First – some background information about weaving patterns into fabric.
Most fabric is woven with 2 sets of yarn that are perpendicular to each other. The first set of threads, the warp, is stretched out over a loom, and the second set, the weft, is passed either over or under the threads of the warp to form the fabric. This over–under operation is easily represented by binary information. Changing the order of the over–under produces different kinds of fabrics, from satins to twills to brocades.
In the following example of a woven design, the warp is white, and the weft is blue. To form a twill weave, which is what most denims are, the loom raises the first two threads, drops the second two, raises the next two, and so on, across the warp. The weft is then passed between the raised and lowered sets of threads, to weave in the first row. The loom repeats the process, raising alternating sets of warp threads, then passing the weft through. After a few rows1, the characteristic zigzag pattern of a twill appears.
Although weaving can be very intricate, this particular kind has two simple operations, repeated according to very specific patterns. Computers excel at simple and repetitive work!
Before the Jacquard loom, this process of raising and lowering threads was done by hand on a drawloom. A warp might be about 2000 threads wide, so weaving a detailed pattern in fabric would require making decisions about raising or lowering thousands of threads, thousands of times. Depending on the complexity of the design, an experienced weaving team could weave a few rows every minute, so an inch of fabric would take a day to produce. For context, a ball gown might take up to four yards of decorated fabric, which represents nearly four months of weaving.
Around 1803, Joseph-Marie Jacquard started building a prototype for a loom that automated the production of decorated cloth. The Jacquard loom wove elaborate silk patterns by reading patterns off a series of replaceable punch cards. The cards that controlled the mechanism could be chained together, so complex patterns of any length could be programmed in.
Twill weaves, like the one above, are fairly easy and repeatable patterns, and they are a trivial example of what an automated loom can produce. The special power of the Jacquard loom comes from its ability to independently control almost every warp end.2 This is pretty amazing! A Jacquard mechanism can produce incredibly detailed images. The portrait of Joseph-Marie Jacquard is a stunning demonstration of the intricacy of the loom; the silk textile was woven using tens of thousands of punch cards.
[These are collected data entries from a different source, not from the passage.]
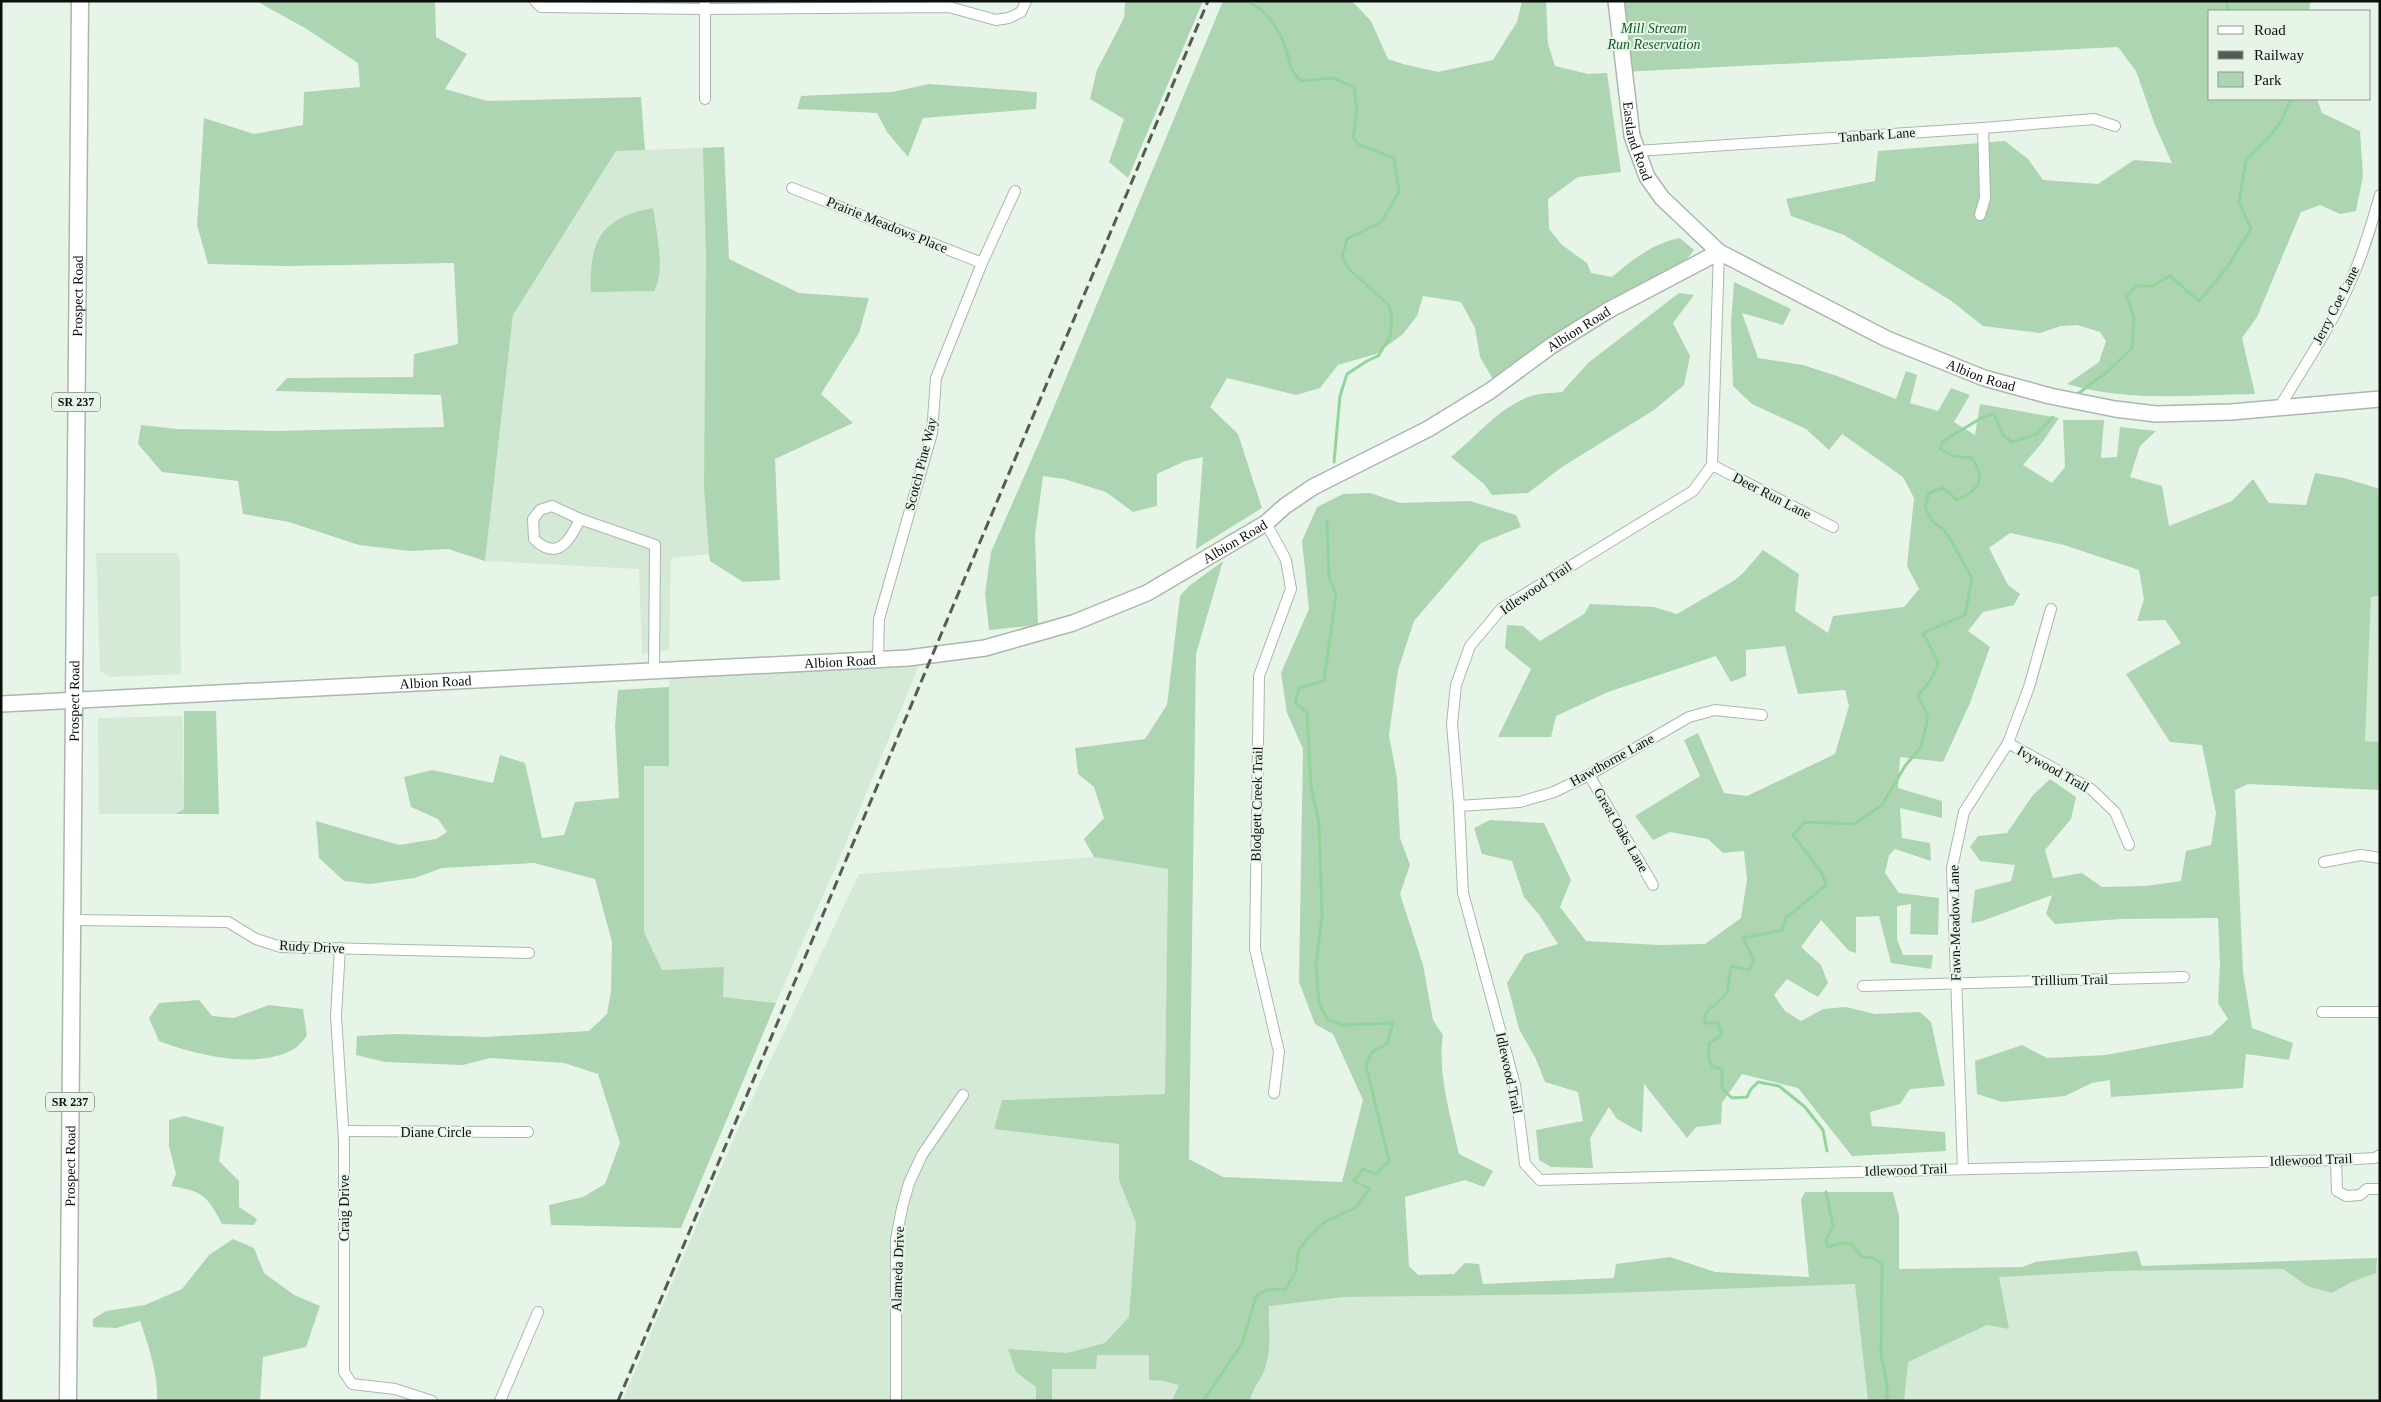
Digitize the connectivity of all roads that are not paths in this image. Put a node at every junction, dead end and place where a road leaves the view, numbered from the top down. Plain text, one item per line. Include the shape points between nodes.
1 (80, 1) edge
2 (534, 1) edge
3 (1026, 1) edge
4 (1616, 1) edge
5 (705, 5) edge
6 (706, 99) dead end
7 (2115, 126) dead end
8 (1983, 128) junction
9 (1637, 151) junction
10 (792, 188) dead end
11 (1015, 191) dead end
12 (2380, 195) edge
13 (1980, 215) dead end
14 (1719, 252) junction
15 (982, 263) junction
16 (2380, 399) edge
17 (2279, 408) junction
18 (1712, 465) junction
19 (580, 519) junction
20 (1266, 523) junction
21 (1833, 527) dead end
22 (2051, 609) dead end
23 (878, 660) junction
24 (654, 672) junction
25 (73, 702) junction
26 (1, 704) edge
27 (1762, 715) dead end
28 (2008, 744) junction
29 (1589, 775) junction
30 (1459, 806) junction
31 (2129, 844) dead end
32 (2380, 858) edge
33 (2324, 862) dead end
34 (1653, 884) dead end
35 (71, 920) junction
36 (340, 948) junction
37 (529, 953) dead end
38 (2184, 977) dead end
39 (1956, 983) junction
40 (1863, 986) dead end
41 (2322, 1012) dead end
42 (2380, 1012) edge
43 (1274, 1093) dead end
44 (963, 1095) dead end
45 (344, 1131) junction
46 (528, 1132) dead end
47 (2380, 1155) edge
48 (2336, 1160) junction
49 (1963, 1168) junction
50 (2380, 1189) edge
51 (538, 1312) dead end
52 (68, 1401) edge
53 (432, 1401) edge
54 (500, 1401) edge
55 (896, 1401) edge

1 - 25 main road, Prospect Road / SR 237
2 - 5 street via 541,7
3 - 5 street via 1021,12 996,20 949,7
4 - 9 street, Eastland Road via 1632,136
5 - 6 street
7 - 8 street, Tanbark Lane via 2094,119
8 - 9 street, Tanbark Lane
8 - 13 street via 1985,198
9 - 14 street, Eastland Road via 1647,177 1662,198
10 - 15 street, Prairie Meadows Place
11 - 15 street, Scotch Pine Way
12 - 17 street, Jerry Coe Lane via 2352,279
14 - 17 street, Albion Road via 1888,339 1984,378 2050,396 2156,414
14 - 18 street
14 - 20 street, Albion Road via 1607,310 1551,346 1490,392 1428,429 1313,488
15 - 23 street, Scotch Pine Way via 936,378 932,433 880,619
16 - 17 street, Albion Road
18 - 21 street, Deer Run Lane
18 - 30 street, Idlewood Trail via 1693,491 1502,608 1470,646 1456,685 1452,724
19 - 19 street via 552,506 540,510 532,519 534,539 542,547 564,546
19 - 24 street via 656,545
20 - 23 street, Albion Road via 1147,593 1073,623 984,648
20 - 43 street, Blodgett Creek Trail via 1286,560 1291,589 1259,676 1255,949 1279,1052
22 - 28 street, Fawn-Meadow Lane via 2029,688
23 - 24 street, Albion Road
24 - 25 street, Albion Road
25 - 26 street, Albion Road
25 - 35 main road, Prospect Road / SR 237
27 - 29 street, Hawthorne Lane via 1715,710 1689,717
28 - 31 street, Ivywood Trail via 2091,789 2116,812
28 - 39 street, Fawn-Meadow Lane via 1964,812 1952,868
29 - 30 street, Hawthorne Lane via 1554,792 1520,802
29 - 34 street, Great Oaks Lane
30 - 49 street, Idlewood Trail via 1463,892 1515,1085 1525,1164 1540,1180
32 - 33 street via 2361,855
35 - 36 street, Rudy Drive via 228,922 256,939 282,948
35 - 52 main road, Prospect Road / SR 237
36 - 37 street, Rudy Drive
36 - 45 street, Craig Drive via 336,1016
38 - 39 street, Trillium Trail
39 - 40 street, Trillium Trail
39 - 49 street, Fawn-Meadow Lane
41 - 42 street
44 - 55 street, Alameda Drive via 922,1155 902,1208 896,1240
45 - 46 street, Diane Circle
45 - 53 street, Craig Drive via 344,1372 352,1384 396,1389
47 - 48 street, Idlewood Trail
48 - 49 street, Idlewood Trail
48 - 50 street via 2337,1190 2346,1196 2360,1194 2367,1189
51 - 54 street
The ability to change the pattern of the loom’s weave simply by changing cards was a conceptual precursor to programmable machines. Instead of a looped, unchanging pattern, any arbitrary design could be woven into the fabric, and the same machine could be used for an infinite set of patterns.
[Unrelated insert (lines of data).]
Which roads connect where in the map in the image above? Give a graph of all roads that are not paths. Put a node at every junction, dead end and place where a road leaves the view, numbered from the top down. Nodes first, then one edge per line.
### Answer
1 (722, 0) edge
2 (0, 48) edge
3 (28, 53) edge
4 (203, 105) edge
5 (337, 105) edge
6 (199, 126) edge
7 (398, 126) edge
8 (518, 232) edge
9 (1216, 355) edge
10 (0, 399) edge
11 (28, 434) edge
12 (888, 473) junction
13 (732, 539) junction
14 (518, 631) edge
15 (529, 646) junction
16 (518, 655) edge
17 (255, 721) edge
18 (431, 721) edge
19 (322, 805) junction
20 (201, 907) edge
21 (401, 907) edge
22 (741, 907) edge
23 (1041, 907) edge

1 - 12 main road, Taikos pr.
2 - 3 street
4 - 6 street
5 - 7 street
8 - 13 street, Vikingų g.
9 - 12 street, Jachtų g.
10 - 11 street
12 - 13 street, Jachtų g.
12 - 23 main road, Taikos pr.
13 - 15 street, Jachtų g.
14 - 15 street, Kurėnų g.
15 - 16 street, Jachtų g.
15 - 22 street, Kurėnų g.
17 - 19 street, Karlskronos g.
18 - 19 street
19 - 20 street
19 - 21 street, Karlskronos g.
This mechanism inspired many other programmable automatons. Charles Babbage’s Analytical Engine borrowed the idea. In fact, Babbage himself was rumored to have the woven portrait of Jacquard in his house! Player pianos use punch cards (or punched drums) to produce music. That said, most of the early uses of punch cards were for basic, repetitive control of the machines —- simple encodings of music or weaves for specialty use cases. The control languages of the early automatons were limited and not very expressive. The full expressive power of punch cards wasn’t realized until almost 100 years later, when they became the tool for all large-scale information processing.
1.2. The 1890 United States Census
In the late 19th century, the U.S. Census Bureau found itself collecting more information than it could manually process. The 1880 census took over 7 years to process, and it was estimated that the 1890 census would take almost twice as long.3 Spending a decade processing census information meant that the information was obsolete almost immediately after it was produced!
To cope with the growing population, the census bureau held a competition for a more efficient method to count and process the data. Herman Hollerith came up with the idea to represent census information on punched cards, and produced a tabulating machine that could sort and sum the data. His design won the competition, and was used to count the U.S. Census in 1890. The tabulator enabled much faster processing, and provided many more statistics than were available for earlier years.
After the success of the tabulator in the 1890 census, other countries began adopting the technology. Soon, Hollerith’s Tabulating Machine Company produced machines for many other industries. After his death, the Computer Tabulating Recording Company renamed itself to the International Business Machines Corporation, or IBM, leading us into a new era of computing.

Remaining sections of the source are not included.